**WHAT TO PRODUCE**
Find all the lines in the material below with the word "Castanea", and copy them.
Segment Open
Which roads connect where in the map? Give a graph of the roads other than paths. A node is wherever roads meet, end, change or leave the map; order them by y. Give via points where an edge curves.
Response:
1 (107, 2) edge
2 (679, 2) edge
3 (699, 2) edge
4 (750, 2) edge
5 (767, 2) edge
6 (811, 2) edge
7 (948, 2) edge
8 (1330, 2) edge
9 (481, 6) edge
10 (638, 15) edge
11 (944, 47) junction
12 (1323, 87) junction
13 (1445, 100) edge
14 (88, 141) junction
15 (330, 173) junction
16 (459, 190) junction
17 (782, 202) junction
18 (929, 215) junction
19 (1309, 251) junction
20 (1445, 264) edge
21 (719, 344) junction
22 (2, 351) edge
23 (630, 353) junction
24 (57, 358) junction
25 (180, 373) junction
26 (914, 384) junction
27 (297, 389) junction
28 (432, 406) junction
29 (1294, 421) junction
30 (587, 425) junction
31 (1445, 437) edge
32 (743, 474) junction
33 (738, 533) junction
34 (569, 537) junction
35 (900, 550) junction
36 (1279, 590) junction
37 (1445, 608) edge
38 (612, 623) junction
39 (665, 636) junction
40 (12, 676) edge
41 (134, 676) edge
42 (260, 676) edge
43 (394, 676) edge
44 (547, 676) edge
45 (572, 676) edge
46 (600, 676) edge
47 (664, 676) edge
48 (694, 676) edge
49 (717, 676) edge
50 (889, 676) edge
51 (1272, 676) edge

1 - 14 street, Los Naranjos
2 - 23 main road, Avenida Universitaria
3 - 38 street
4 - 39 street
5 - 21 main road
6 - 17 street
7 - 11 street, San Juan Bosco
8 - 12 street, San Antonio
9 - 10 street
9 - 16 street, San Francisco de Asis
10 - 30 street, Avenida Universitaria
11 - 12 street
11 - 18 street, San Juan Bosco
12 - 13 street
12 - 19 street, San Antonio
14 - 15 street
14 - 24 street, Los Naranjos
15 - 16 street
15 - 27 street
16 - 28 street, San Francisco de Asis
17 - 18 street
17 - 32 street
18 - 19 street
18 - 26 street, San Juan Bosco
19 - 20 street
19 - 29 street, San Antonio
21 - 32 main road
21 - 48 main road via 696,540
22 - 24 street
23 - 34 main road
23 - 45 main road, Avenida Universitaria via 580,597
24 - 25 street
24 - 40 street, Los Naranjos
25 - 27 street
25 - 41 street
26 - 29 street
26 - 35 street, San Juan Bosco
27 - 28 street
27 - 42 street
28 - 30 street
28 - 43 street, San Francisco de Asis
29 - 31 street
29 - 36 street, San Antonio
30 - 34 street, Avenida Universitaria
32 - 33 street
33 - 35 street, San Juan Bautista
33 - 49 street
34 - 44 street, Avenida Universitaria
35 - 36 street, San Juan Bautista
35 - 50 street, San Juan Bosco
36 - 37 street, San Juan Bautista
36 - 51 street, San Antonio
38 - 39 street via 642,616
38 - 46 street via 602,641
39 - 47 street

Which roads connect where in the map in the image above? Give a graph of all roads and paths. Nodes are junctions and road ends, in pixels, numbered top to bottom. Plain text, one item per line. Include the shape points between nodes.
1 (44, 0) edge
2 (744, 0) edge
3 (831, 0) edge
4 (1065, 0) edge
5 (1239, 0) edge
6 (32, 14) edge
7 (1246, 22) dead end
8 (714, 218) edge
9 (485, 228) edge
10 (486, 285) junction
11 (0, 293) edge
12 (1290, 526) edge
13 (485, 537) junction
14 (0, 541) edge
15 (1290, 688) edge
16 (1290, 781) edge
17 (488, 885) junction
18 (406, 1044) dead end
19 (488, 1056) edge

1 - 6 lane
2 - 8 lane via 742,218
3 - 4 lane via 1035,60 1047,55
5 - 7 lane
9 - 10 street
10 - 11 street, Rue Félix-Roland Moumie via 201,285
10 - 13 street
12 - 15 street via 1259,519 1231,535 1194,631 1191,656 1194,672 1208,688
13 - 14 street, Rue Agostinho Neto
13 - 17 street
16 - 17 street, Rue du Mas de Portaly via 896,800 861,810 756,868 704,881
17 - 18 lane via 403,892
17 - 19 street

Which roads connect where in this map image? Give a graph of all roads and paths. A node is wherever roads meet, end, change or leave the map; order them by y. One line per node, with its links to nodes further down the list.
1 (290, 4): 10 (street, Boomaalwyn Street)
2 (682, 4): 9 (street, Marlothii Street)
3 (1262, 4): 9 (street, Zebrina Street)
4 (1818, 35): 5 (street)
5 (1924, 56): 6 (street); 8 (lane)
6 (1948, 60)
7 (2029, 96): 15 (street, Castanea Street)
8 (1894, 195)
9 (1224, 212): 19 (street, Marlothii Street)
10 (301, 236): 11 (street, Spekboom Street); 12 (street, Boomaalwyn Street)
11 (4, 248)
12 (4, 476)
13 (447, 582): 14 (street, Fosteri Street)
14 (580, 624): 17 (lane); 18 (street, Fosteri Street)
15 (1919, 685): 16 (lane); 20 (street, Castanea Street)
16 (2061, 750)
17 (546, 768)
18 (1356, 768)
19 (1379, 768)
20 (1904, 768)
Segment Closed
**SOLUTION TO THIS EXERCISE**
7 (2029, 96): 15 (street, Castanea Street)
15 (1919, 685): 16 (lane); 20 (street, Castanea Street)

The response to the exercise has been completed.